L’abandon du projet controversé de privatisation des activités commerciales de la FIFA ne calme pas la colère des dirigeants du football européen. Le très virulent président de la Liga espagnole, Javier Tebas, est monté au créneau pour réclamer le départ pur et simple de Gianni Infantino.
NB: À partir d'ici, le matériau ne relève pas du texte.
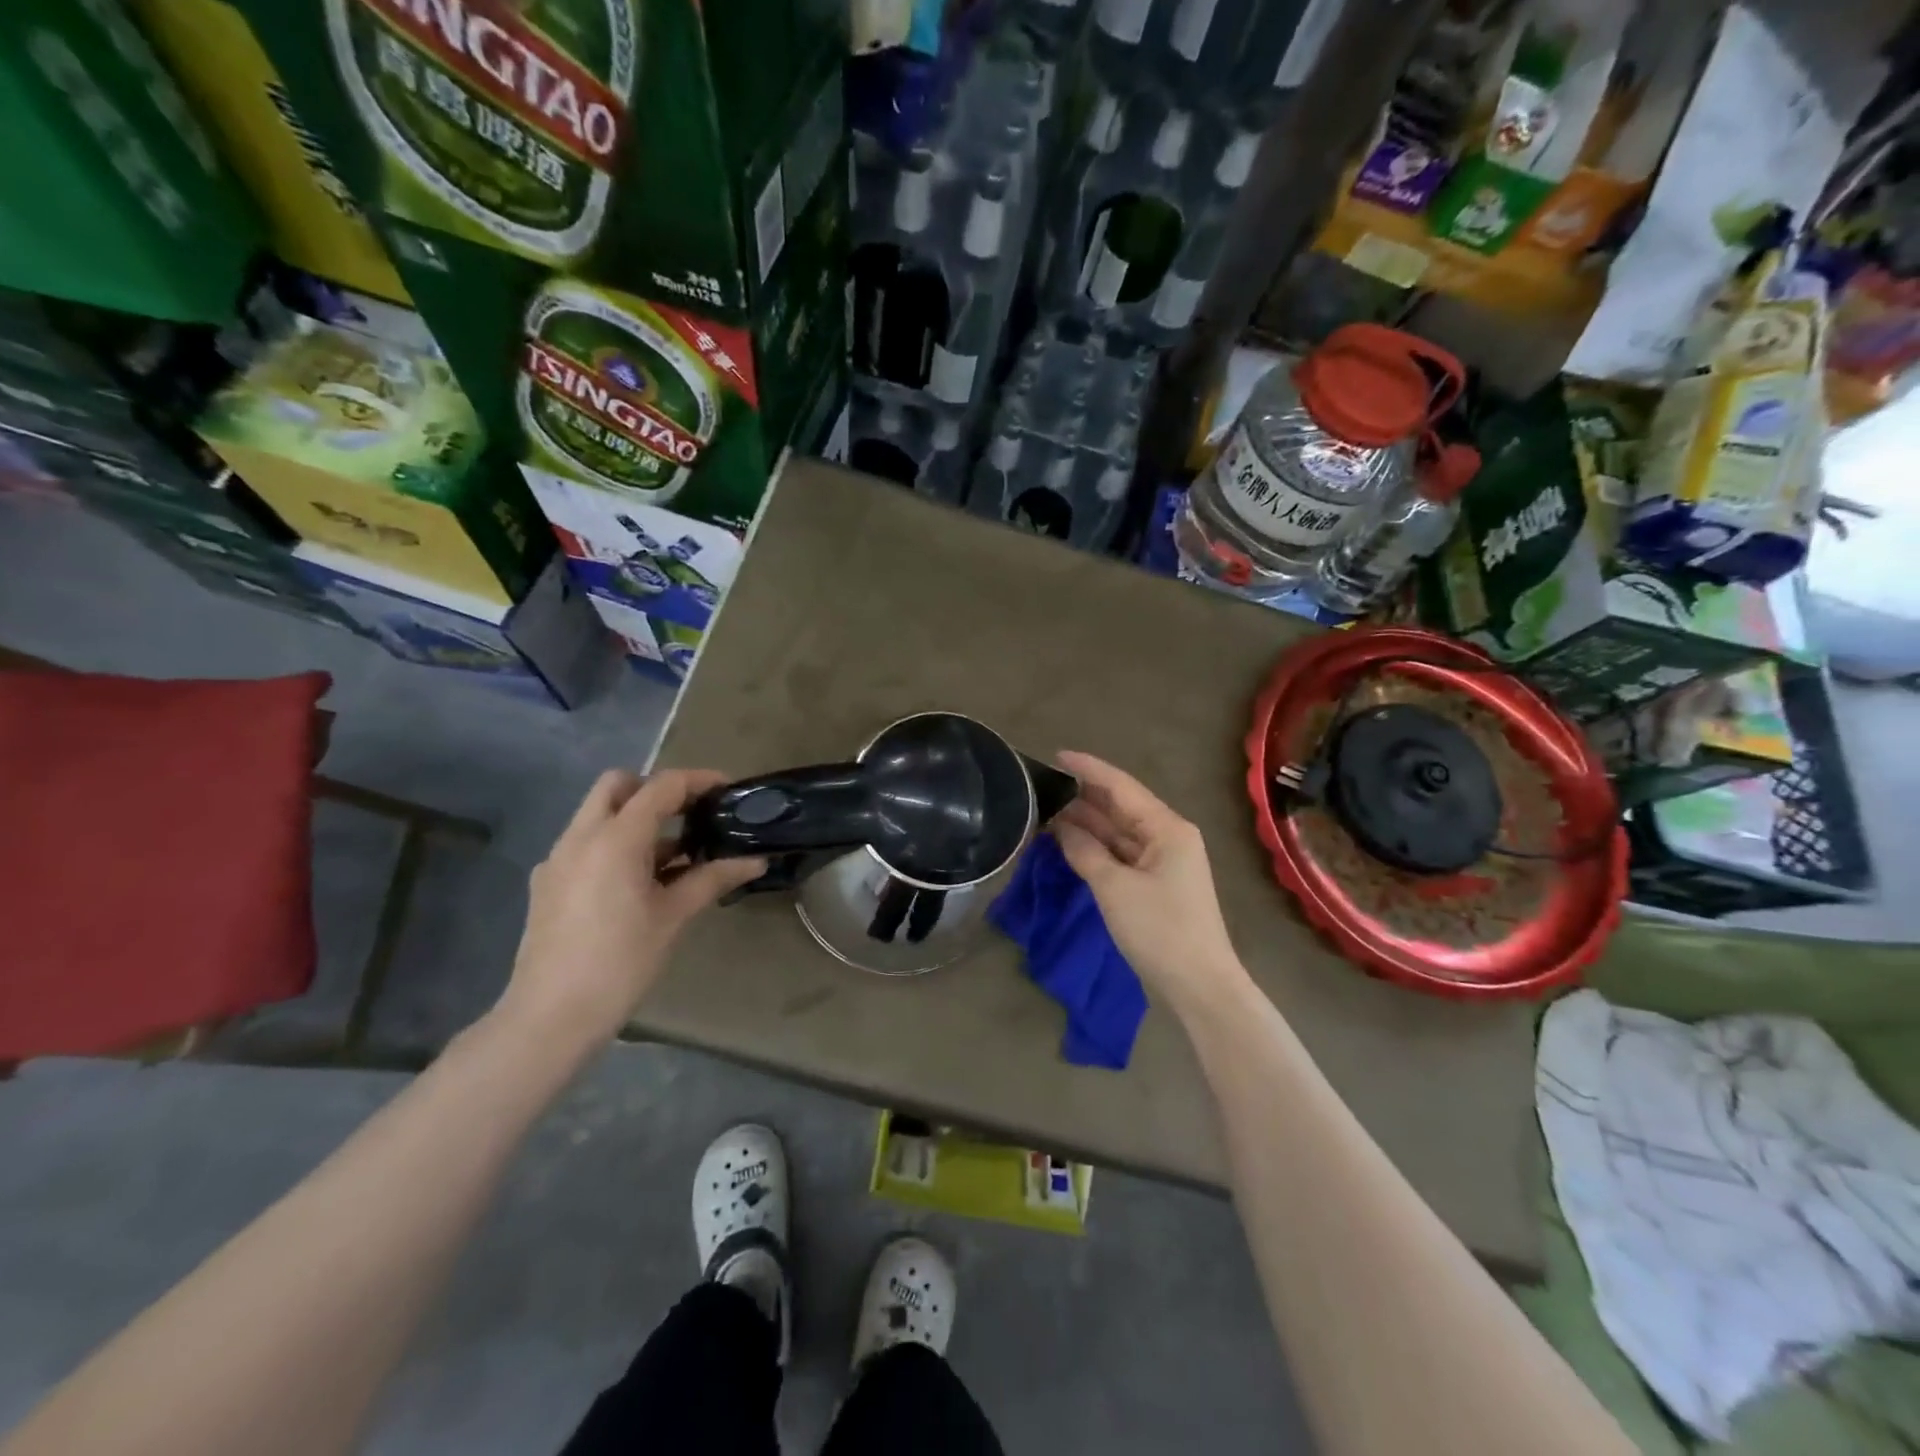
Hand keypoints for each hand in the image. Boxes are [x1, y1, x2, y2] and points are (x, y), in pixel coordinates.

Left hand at [495, 769, 765, 1050]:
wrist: (551, 1016)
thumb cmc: (621, 961)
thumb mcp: (674, 916)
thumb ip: (714, 878)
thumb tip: (756, 860)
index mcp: (615, 838)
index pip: (662, 786)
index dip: (698, 780)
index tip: (728, 789)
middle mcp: (581, 836)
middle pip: (618, 784)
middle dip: (656, 789)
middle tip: (690, 814)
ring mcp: (558, 858)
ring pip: (598, 813)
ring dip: (635, 817)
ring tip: (673, 854)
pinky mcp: (547, 882)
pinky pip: (585, 843)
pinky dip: (614, 843)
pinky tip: (637, 882)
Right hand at [1052, 751, 1249, 1012]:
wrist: (1199, 985)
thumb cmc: (1160, 930)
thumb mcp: (1114, 888)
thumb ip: (1085, 851)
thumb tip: (1061, 827)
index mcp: (1167, 828)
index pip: (1121, 787)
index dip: (1088, 770)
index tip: (1056, 755)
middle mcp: (1168, 836)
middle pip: (1120, 807)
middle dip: (1083, 797)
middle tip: (1043, 787)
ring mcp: (1163, 861)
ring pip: (1119, 832)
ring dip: (1087, 823)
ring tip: (1047, 811)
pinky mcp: (1155, 884)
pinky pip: (1121, 854)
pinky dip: (1096, 848)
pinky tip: (1069, 842)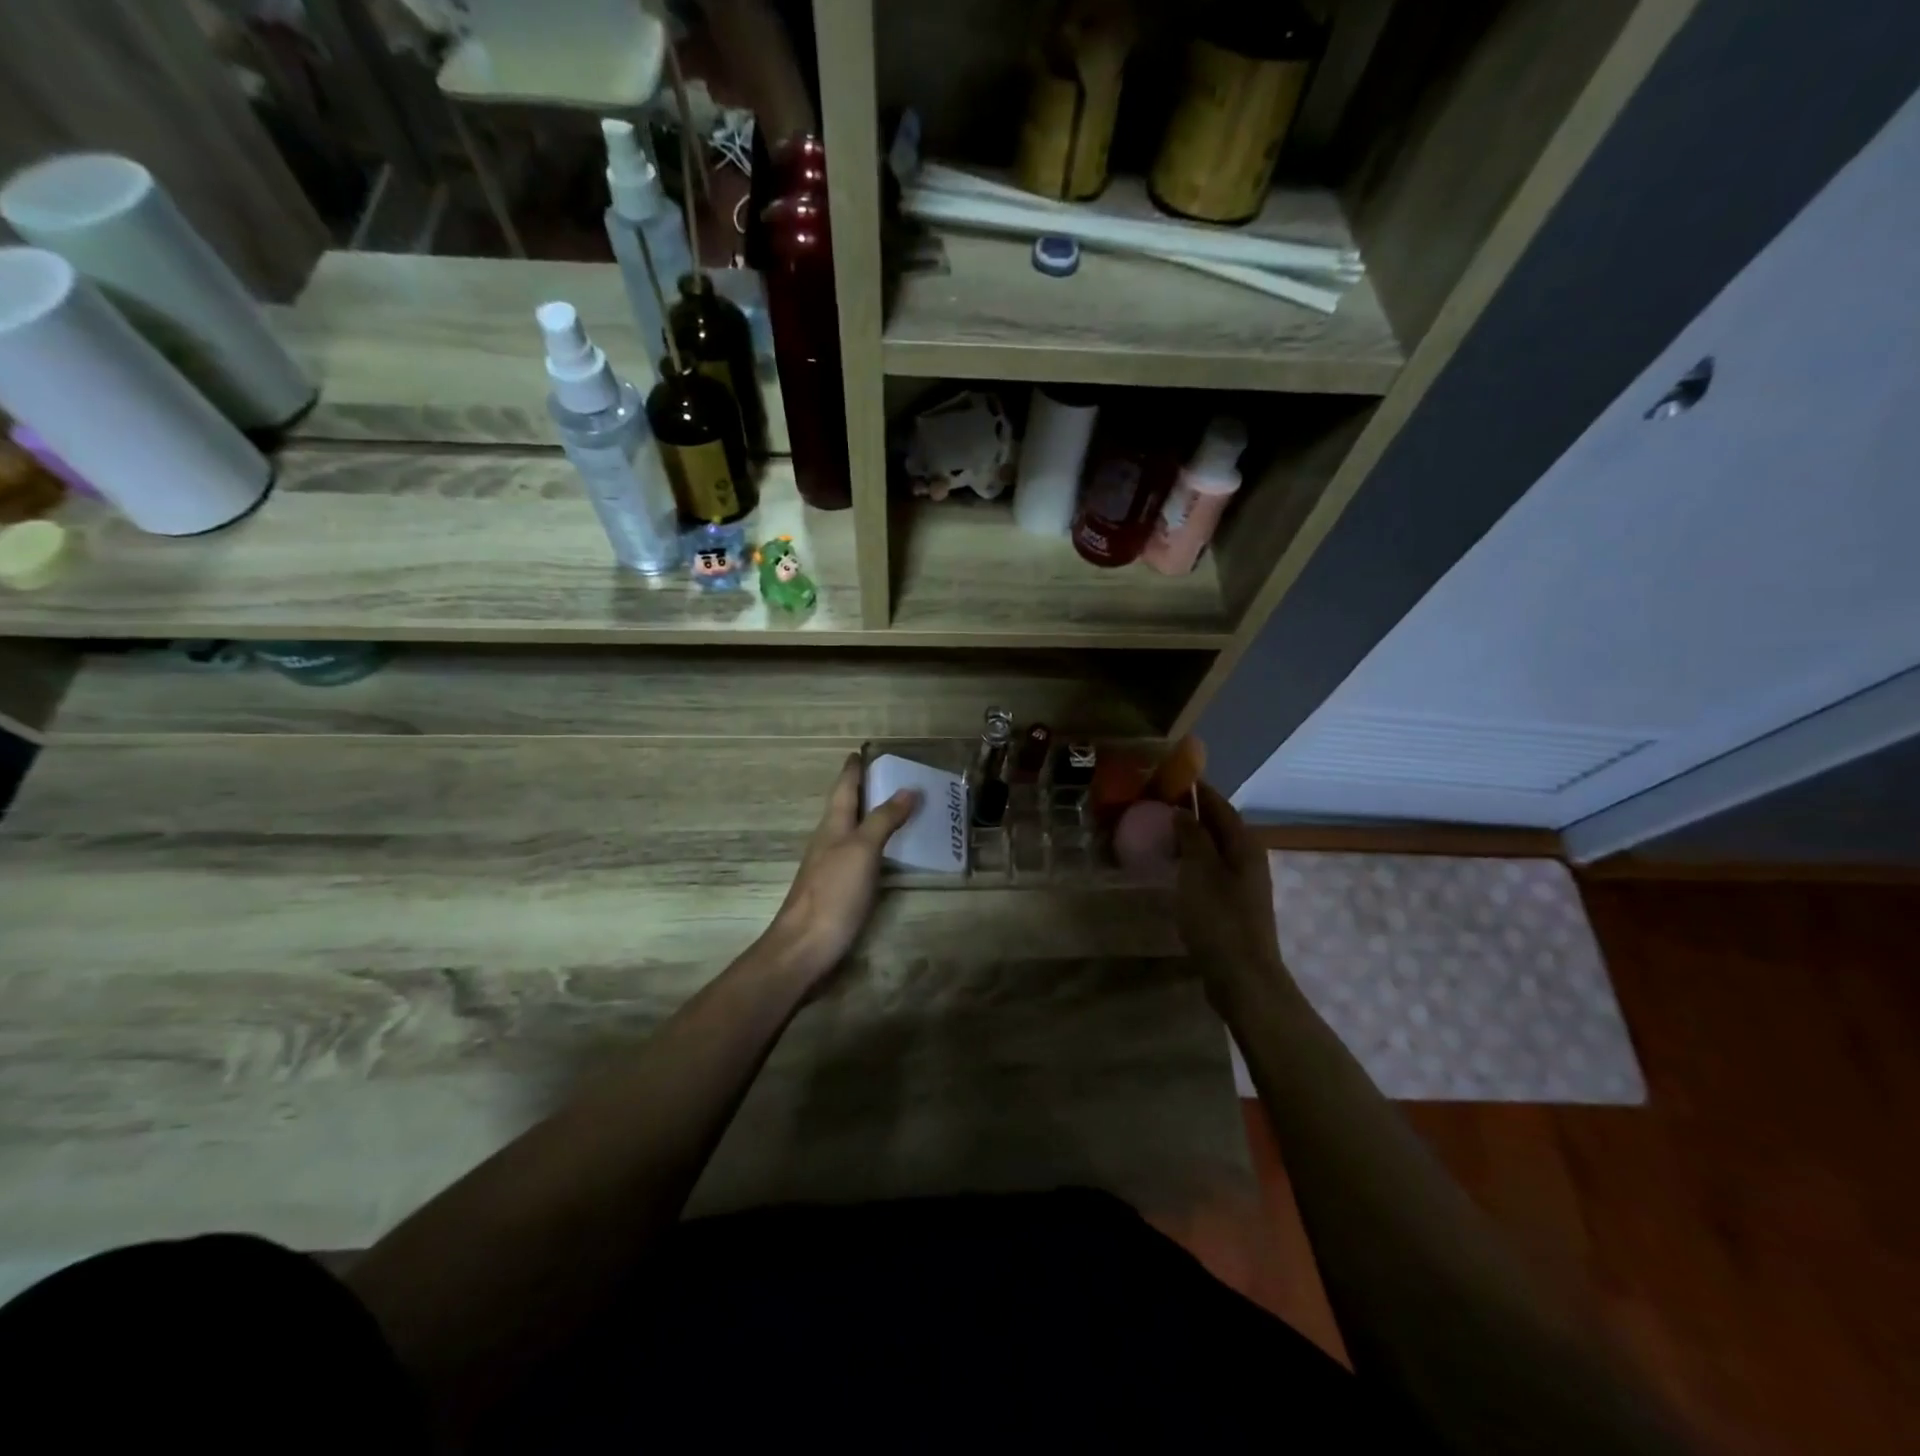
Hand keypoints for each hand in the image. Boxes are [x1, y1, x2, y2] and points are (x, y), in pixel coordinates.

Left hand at [762, 754, 920, 987]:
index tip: (864, 751)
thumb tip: (908, 789)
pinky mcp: (839, 889)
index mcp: (833, 825)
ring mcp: (832, 866)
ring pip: (853, 830)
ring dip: (873, 816)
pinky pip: (860, 855)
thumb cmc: (833, 893)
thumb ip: (884, 820)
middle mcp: (830, 840)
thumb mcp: (862, 850)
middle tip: (893, 776)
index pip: (844, 787)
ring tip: (900, 808)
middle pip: (847, 807)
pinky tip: (890, 852)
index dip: (853, 769)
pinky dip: (876, 844)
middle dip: (866, 790)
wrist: (805, 948)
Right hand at [1173, 783, 1291, 1010]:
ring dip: (1189, 838)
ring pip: (1212, 849)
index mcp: (1244, 844)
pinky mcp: (1231, 906)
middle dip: (1190, 812)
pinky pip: (1208, 871)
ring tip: (1157, 832)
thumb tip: (1184, 810)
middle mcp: (1248, 859)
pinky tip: (1170, 868)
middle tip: (1155, 804)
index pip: (1219, 804)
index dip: (1197, 789)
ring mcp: (1242, 884)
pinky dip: (1190, 862)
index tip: (1169, 776)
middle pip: (1218, 826)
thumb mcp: (1199, 870)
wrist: (1242, 976)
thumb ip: (1192, 836)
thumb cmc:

Le président de la Liga espagnole, Javier Tebas, a une nouvelle fois sorti le tacle glissé contre la tête pensante de la FIFA. Réagissant à l’abandon du projet de cession d’une partie des activités commerciales de l’instance internationale à des investisseurs privés, le patron du football professionnel espagnol estime que le mal est bien plus profond.

Sur le réseau social X (anciennement Twitter), la sentence de Tebas est tombée, sans concession : « Infantino ne doit pas continuer. »

« Le problème est bien plus profond »

Si Javier Tebas s’est réjoui du recul de l’instance faîtière du football mondial, il met en garde contre l’arbre qui cache la forêt :

« Le retrait du projet de privatisation des compétitions de la FIFA est une bonne nouvelle. Mais ce serait une grave erreur de penser que cela résout le problème de gouvernance. Les confédérations, les fédérations, les ligues et les joueurs ne doivent pas considérer ce retrait comme la fin du dossier. Le problème est bien plus profond », a-t-il insisté.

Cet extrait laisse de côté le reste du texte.